Personal information
- Date of birth: 24 February 2007 (age 19)
- Place of birth: Split, Croatia
- Height: 1.93 m (6 ft 4 in)
- Position: Centre-back

Team information
- Current team: Brighton & Hove Albion
- Number: 44

Youth career
- 0000–2023: Hajduk Split

Senior career*
- Years: Team / Apps / (Gls)
- 2023–2025: Hajduk Split / 8 / (0)
- 2024: → Radomiak Radom (loan) / 14 / (3)
- 2024–2025: → Westerlo (loan) / 36 / (7)
- 2025–2026: Tottenham Hotspur / 0 / (0)
- 2025–2026: → Hamburger SV (loan) / 28 / (6)
- 2026–: Brighton & Hove Albion / 5 / (1)

International career^{‡}
- 2021: Croatia U15 / 3 / (0)
- 2022: Croatia U16 / 3 / (0)
- 2022: Croatia U17 / 4 / (1)
- 2023: Croatia U19 / 5 / (0)
- 2024–: Croatia U21 / 10 / (2)
- 2025–: Croatia / 7 / (1)

= Luka Vušković =

Croatian footballer (born 2007)

Luka Vušković (born 24 February 2007) is a Croatian professional footballer who plays as a centre-back for club Brighton & Hove Albion and the Croatia national team.

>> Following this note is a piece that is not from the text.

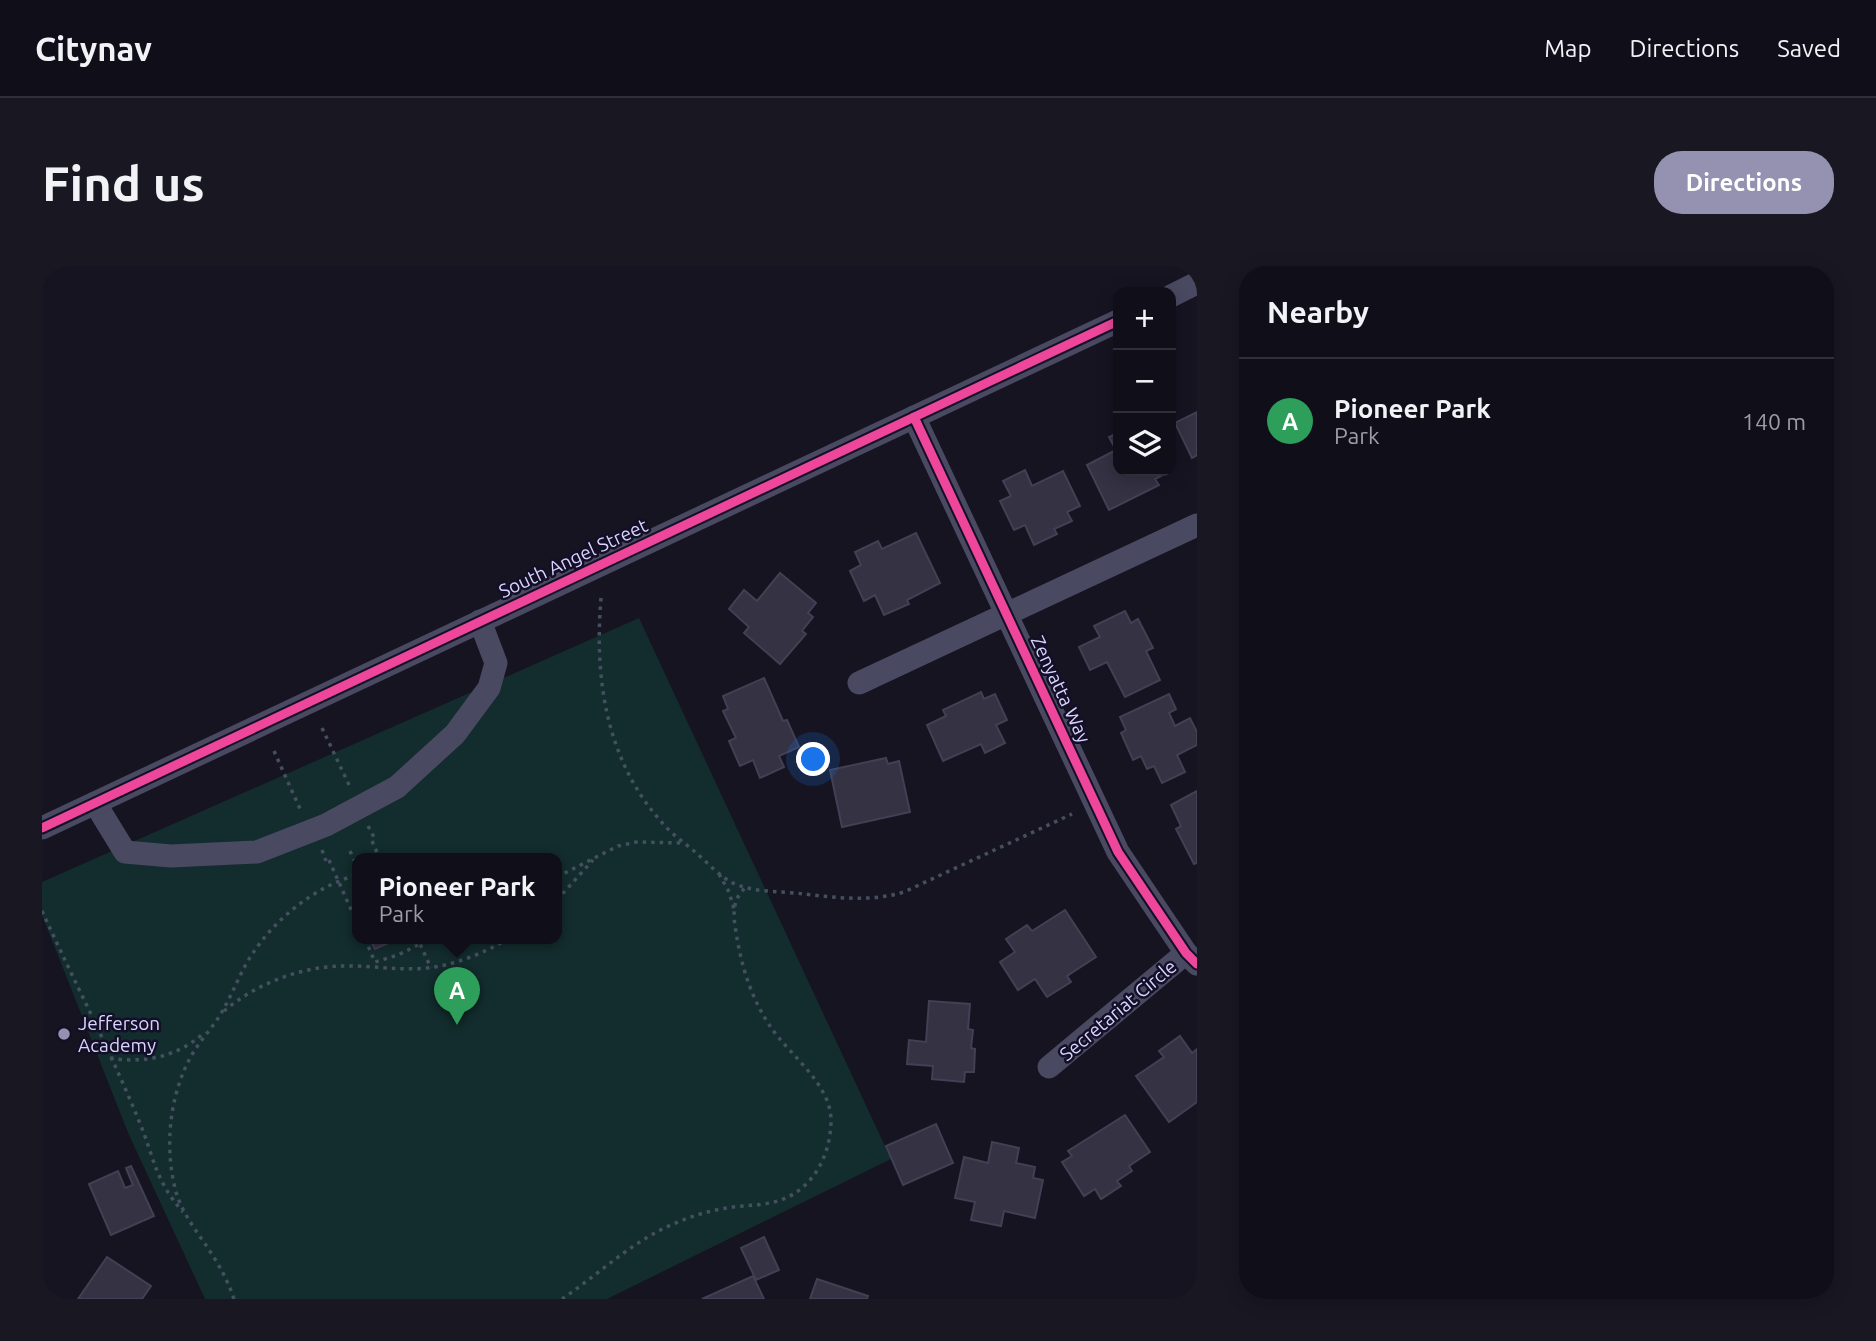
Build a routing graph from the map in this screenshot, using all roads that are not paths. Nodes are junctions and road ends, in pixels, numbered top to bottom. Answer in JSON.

A product of his hometown Hajduk Split youth academy, he played on the senior team from 2023 to 2025. Vušković entered the Premier League with a one-year stint on Tottenham Hotspur until 2026. Brighton signed him later that year in a club-record £46 million transfer on a five-year contract. A former Croatian youth international, Vušković made his debut for the senior team in 2025 and was a member of the Croatia squad at the 2026 FIFA World Cup.

== Club career ==
===Hajduk Split===
Born in Split, Vušković progressed through the academy of the local side Hajduk Split, becoming the youngest Croatian to play, and to score, in the UEFA Youth League.

Vušković made his unofficial debut at 15, playing in a friendly against Urania in September 2022. On 16 December 2022, he scored in a 4–3 friendly victory over the German side Schalke 04.

On 26 February 2023, two days after his sixteenth birthday, Vušković made his professional debut, starting and playing 90 minutes in a league derby match against Dinamo Zagreb, which ended in a 4–0 loss for his side. In the process, he became the youngest player in the Croatian top flight, together with Marko Dabro; he also became the youngest player to ever feature in an Eternal derby game, surpassing Josip Bašić.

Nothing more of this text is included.